§ **Task item**: In the entries below, find the line with "middle tip: (826, 811)" and the line with "pinky pip: (1110, 801)"; give again those lines and every line between them, exactly.

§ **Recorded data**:
= = = =

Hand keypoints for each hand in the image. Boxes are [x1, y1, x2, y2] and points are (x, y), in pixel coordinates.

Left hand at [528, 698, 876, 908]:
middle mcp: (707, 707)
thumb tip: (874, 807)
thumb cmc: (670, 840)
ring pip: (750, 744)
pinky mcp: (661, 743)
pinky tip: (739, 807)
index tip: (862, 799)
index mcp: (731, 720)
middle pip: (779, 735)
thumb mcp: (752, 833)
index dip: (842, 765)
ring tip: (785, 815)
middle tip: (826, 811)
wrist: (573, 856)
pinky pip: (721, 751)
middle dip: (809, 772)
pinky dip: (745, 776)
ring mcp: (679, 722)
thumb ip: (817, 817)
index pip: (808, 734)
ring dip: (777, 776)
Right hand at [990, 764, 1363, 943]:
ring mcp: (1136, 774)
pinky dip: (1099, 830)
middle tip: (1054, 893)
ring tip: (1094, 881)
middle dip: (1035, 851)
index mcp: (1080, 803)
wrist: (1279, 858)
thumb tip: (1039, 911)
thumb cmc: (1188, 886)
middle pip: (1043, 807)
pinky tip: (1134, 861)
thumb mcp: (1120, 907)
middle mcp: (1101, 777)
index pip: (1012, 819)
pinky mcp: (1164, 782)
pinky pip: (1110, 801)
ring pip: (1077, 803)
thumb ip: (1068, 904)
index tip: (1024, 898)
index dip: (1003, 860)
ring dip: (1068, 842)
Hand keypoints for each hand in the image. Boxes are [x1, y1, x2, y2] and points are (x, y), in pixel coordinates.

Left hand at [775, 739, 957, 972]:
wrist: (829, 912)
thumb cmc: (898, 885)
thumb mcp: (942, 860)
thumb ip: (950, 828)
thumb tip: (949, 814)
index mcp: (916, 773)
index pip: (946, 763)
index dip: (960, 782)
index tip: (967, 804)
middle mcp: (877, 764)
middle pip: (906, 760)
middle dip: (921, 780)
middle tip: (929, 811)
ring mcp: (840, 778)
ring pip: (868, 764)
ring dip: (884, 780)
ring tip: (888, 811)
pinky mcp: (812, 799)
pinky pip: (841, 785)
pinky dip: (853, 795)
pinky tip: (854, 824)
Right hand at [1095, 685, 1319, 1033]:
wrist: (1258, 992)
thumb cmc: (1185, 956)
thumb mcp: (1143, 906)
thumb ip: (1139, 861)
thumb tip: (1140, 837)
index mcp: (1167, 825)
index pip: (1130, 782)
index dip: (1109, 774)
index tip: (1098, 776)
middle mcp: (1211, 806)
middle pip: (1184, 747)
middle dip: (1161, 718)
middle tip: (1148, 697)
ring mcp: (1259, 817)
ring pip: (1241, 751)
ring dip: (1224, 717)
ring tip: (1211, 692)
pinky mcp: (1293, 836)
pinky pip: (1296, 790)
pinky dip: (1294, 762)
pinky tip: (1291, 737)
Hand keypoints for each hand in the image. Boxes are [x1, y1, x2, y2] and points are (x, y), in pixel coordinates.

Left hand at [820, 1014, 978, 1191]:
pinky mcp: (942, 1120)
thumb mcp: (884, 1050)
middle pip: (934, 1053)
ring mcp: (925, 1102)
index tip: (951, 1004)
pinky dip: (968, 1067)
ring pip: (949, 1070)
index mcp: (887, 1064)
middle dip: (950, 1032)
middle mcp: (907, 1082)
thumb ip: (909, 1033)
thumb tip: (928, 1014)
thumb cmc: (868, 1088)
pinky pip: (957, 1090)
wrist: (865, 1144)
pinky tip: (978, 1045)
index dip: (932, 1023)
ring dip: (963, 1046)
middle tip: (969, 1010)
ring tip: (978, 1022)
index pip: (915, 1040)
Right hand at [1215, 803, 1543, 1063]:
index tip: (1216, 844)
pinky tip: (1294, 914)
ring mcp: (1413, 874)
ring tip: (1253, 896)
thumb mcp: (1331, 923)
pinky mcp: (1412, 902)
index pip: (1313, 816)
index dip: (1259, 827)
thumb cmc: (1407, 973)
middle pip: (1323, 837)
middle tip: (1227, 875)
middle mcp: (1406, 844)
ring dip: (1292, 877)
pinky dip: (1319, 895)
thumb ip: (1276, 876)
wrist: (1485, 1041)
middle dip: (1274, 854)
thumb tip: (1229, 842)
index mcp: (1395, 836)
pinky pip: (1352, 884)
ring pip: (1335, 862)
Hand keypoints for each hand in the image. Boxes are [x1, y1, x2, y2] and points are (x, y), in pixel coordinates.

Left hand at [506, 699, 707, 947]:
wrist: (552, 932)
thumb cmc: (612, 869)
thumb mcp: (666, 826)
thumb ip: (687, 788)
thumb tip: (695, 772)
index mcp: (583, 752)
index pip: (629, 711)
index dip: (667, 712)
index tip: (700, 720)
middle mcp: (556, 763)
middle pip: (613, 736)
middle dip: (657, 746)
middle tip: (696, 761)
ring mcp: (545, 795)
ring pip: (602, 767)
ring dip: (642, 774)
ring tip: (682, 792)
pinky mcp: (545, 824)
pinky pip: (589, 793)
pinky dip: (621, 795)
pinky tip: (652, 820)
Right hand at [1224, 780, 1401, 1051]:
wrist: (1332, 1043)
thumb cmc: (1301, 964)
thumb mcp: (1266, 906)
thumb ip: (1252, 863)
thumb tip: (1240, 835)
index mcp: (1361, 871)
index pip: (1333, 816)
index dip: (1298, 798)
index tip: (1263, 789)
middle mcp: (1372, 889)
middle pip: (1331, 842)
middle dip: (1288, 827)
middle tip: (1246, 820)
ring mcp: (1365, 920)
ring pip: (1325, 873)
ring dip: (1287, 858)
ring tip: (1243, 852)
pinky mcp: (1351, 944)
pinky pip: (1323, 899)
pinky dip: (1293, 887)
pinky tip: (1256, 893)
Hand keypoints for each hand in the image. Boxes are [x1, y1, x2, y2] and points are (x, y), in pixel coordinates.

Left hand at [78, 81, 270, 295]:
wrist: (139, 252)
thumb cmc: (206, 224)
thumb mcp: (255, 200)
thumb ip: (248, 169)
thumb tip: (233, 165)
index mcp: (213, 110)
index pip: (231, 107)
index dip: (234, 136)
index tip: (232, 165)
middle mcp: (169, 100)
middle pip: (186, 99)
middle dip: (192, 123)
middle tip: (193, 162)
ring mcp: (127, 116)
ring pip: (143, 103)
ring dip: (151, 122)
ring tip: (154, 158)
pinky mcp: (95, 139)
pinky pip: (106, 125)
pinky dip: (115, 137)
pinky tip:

= = = =

§ **Task solution**:
middle tip: (826, 811)
wrist: (573, 856)
pinky pip: (721, 751)
middle dip: (809, 772)
pinky dip: (745, 776)
ring mcp: (679, 722)
thumb ip: (817, 817)
index pip: (808, 734)
ring dip: (777, 776)
Right hand at [990, 764, 1363, 943]:
ring mcp: (1136, 774)
pinky dip: (1099, 830)
middle tip: (1054, 893)
ring tip: (1094, 881)
middle dip: (1035, 851)
index mcp: (1080, 803)
wrist: (1279, 858)
thumb tip: (1039, 911)
thumb cmc: (1188, 886)
middle pip: (1043, 807)
pinky tip: (1134, 861)
thumb mcp: (1120, 907)
middle mcp: (1101, 777)
index pip: (1012, 819)
pinky mcp: (1164, 782)
pinky pip: (1110, 801)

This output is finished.